◆ Task description
With the pictures left aside, write out the entries that follow exactly.

◆ Entries supplied

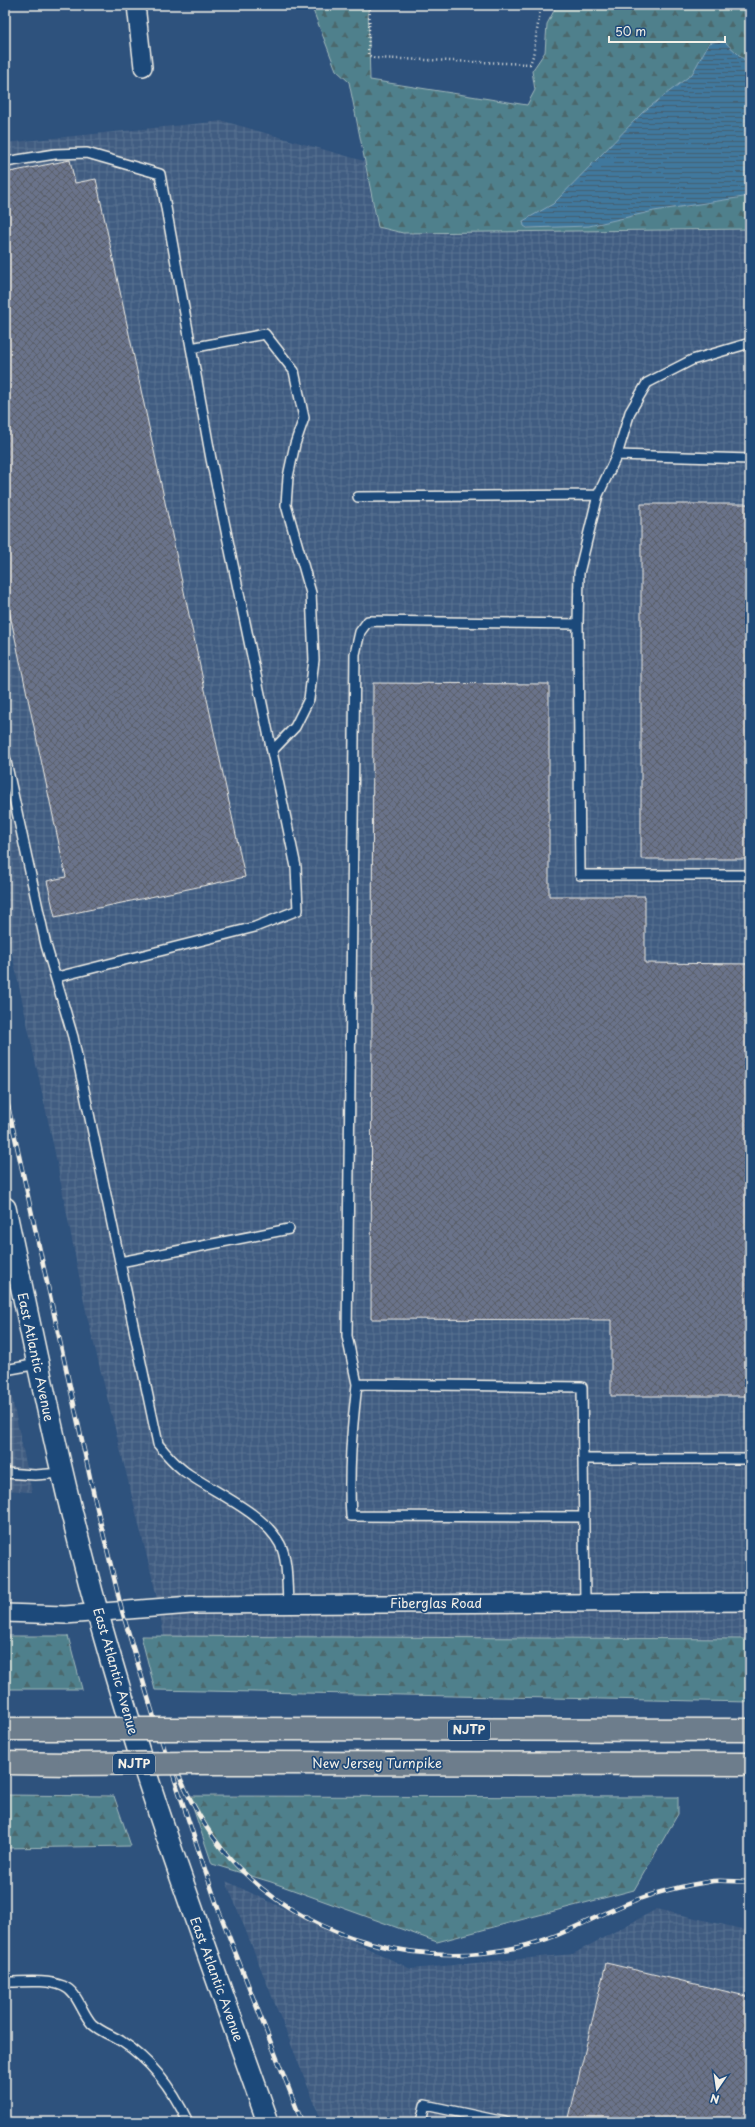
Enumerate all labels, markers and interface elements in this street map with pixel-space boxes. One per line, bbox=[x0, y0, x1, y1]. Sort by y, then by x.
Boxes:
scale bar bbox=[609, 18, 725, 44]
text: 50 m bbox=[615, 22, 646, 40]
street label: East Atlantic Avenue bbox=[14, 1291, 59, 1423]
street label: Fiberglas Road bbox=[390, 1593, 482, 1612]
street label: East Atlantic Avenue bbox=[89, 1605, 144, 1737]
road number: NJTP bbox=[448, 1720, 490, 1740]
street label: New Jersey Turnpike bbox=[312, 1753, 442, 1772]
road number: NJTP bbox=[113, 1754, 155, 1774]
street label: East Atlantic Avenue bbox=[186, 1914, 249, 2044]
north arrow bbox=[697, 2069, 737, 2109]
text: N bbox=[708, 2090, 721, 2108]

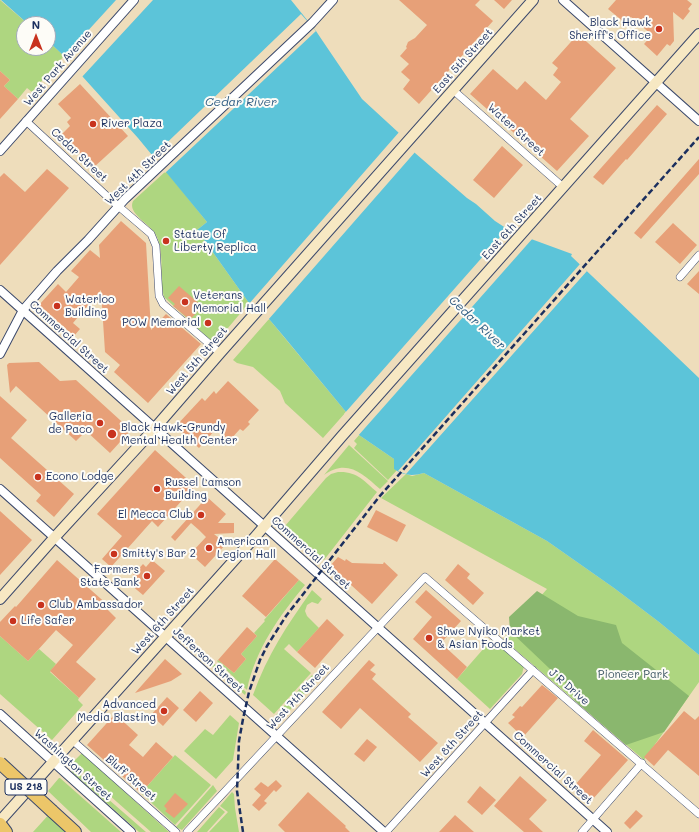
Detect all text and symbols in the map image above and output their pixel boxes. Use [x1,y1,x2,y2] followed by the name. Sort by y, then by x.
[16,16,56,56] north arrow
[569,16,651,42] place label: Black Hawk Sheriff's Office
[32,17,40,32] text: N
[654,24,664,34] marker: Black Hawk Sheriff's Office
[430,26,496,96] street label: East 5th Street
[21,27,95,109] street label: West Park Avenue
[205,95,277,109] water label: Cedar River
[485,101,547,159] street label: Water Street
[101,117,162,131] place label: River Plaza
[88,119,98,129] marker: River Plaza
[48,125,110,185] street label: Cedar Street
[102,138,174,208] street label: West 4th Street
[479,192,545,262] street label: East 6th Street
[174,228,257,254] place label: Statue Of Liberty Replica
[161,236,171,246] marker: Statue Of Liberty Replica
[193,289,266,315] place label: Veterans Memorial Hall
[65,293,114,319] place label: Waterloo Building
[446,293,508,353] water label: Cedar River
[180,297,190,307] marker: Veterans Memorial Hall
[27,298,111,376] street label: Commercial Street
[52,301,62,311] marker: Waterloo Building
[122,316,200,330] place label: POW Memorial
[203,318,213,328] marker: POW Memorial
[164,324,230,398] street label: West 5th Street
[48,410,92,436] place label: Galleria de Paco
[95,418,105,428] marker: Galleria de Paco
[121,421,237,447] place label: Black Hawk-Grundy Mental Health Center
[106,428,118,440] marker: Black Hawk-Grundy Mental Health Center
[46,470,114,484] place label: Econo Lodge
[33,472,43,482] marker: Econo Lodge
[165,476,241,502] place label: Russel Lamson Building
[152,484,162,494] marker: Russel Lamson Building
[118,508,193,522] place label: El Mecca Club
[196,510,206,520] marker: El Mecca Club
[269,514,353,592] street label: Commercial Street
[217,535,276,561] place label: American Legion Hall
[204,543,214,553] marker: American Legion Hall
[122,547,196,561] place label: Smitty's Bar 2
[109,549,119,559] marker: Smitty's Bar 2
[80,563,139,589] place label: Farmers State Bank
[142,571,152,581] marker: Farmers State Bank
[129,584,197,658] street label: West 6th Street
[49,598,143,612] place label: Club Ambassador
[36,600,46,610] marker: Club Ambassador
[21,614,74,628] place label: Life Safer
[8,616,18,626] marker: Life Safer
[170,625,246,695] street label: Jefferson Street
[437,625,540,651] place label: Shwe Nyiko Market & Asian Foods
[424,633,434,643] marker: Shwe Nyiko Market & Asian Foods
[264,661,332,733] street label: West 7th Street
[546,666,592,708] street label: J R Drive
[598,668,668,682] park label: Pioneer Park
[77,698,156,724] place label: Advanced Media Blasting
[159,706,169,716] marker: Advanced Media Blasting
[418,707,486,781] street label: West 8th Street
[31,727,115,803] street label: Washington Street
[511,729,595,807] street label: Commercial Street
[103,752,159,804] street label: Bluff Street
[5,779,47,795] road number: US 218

◆ Written response
Enumerate all labels, markers and interface elements in this street map with pixel-space boxes. One per line, bbox=[x0, y0, x1, y1]. Sort by y, then by x.
Boxes:
scale bar bbox=[609, 18, 725, 44]
text: 50 m bbox=[615, 22, 646, 40]
street label: East Atlantic Avenue bbox=[14, 1291, 59, 1423]
street label: Fiberglas Road bbox=[390, 1593, 482, 1612]
street label: East Atlantic Avenue bbox=[89, 1605, 144, 1737]
road number: NJTP bbox=[448, 1720, 490, 1740]
street label: New Jersey Turnpike bbox=[312, 1753, 442, 1772]
road number: NJTP bbox=[113, 1754, 155, 1774]
street label: East Atlantic Avenue bbox=[186, 1914, 249, 2044]
north arrow bbox=[697, 2069, 737, 2109]
text: N bbox=[708, 2090, 721, 2108]

Detect all text and symbols in the map image above and output their pixel boxes. Use [x1,y1,x2,y2] followed by the name. Sort by y, then by x.
[16,16,56,56] north arrow
[569,16,651,42] place label: Black Hawk Sheriff's Office
[32,17,40,32] text: N
[654,24,664,34] marker: Black Hawk Sheriff's Office
[430,26,496,96] street label: East 5th Street
[21,27,95,109] street label: West Park Avenue
[205,95,277,109] water label: Cedar River
[485,101,547,159] street label: Water Street
[101,117,162,131] place label: River Plaza
[88,119,98,129] marker: River Plaza
[48,125,110,185] street label: Cedar Street
[102,138,174,208] street label: West 4th Street
[479,192,545,262] street label: East 6th Street
[174,228,257,254] place label: Statue Of Liberty Replica
[161,236,171,246] marker: Statue Of Liberty Replica
[193,289,266,315] place label: Veterans Memorial Hall
[65,293,114,319] place label: Waterloo Building
[446,293,508,353] water label: Cedar River
[180,297,190,307] marker: Veterans Memorial Hall
[27,298,111,376] street label: Commercial Street
[52,301,62,311] marker: Waterloo Building
[122,316,200,330] place label: POW Memorial
[203,318,213,328] marker: POW Memorial
[164,324,230,398] street label: West 5th Street
[48,410,92,436] place label: Galleria de Paco
[95,418,105,428] marker: Galleria de Paco
[121,421,237,447] place label: Black Hawk-Grundy Mental Health Center
[106,428,118,440] marker: Black Hawk-Grundy Mental Health Center
[46,470,114,484] place label: Econo Lodge
[33,472,43,482] marker: Econo Lodge
[165,476,241,502] place label: Russel Lamson Building
[152,484,162,494] marker: Russel Lamson Building
[118,508,193,522] place label: El Mecca Club
[196,510,206,520] marker: El Mecca Club
[269,514,353,592] street label: Commercial Street
[217,535,276,561] place label: American Legion Hall
[204,543,214,553] marker: American Legion Hall
[122,547,196,561] place label: Smitty's Bar 2
[109,549,119,559] marker: Smitty's Bar 2
[80,563,139,589] place label: Farmers State Bank
[142,571,152,581] marker: Farmers State Bank
[129,584,197,658] street label: West 6th Street
[49,598,143,612] place label: Club Ambassador
[36,600,46,610] marker: Club Ambassador
[21,614,74,628] place label: Life Safer
[8,616,18,626] marker: Life Safer
[170,625,246,695] street label: Jefferson Street
[437,625,540,651] place label: Shwe Nyiko Market & Asian Foods
[424,633,434,643] marker: Shwe Nyiko Market & Asian Foods
[264,661,332,733] street label: West 7th Street
[546,666,592,708] street label: J R Drive
[598,668,668,682] park label: Pioneer Park
[77,698,156,724] place label: Advanced Media Blasting
[159,706,169,716] marker: Advanced Media Blasting
[418,707,486,781] street label: West 8th Street
[31,727,115,803] street label: Washington Street
[511,729,595,807] street label: Commercial Street
[103,752,159,804] street label: Bluff Street
[5,779,47,795] road number: US 218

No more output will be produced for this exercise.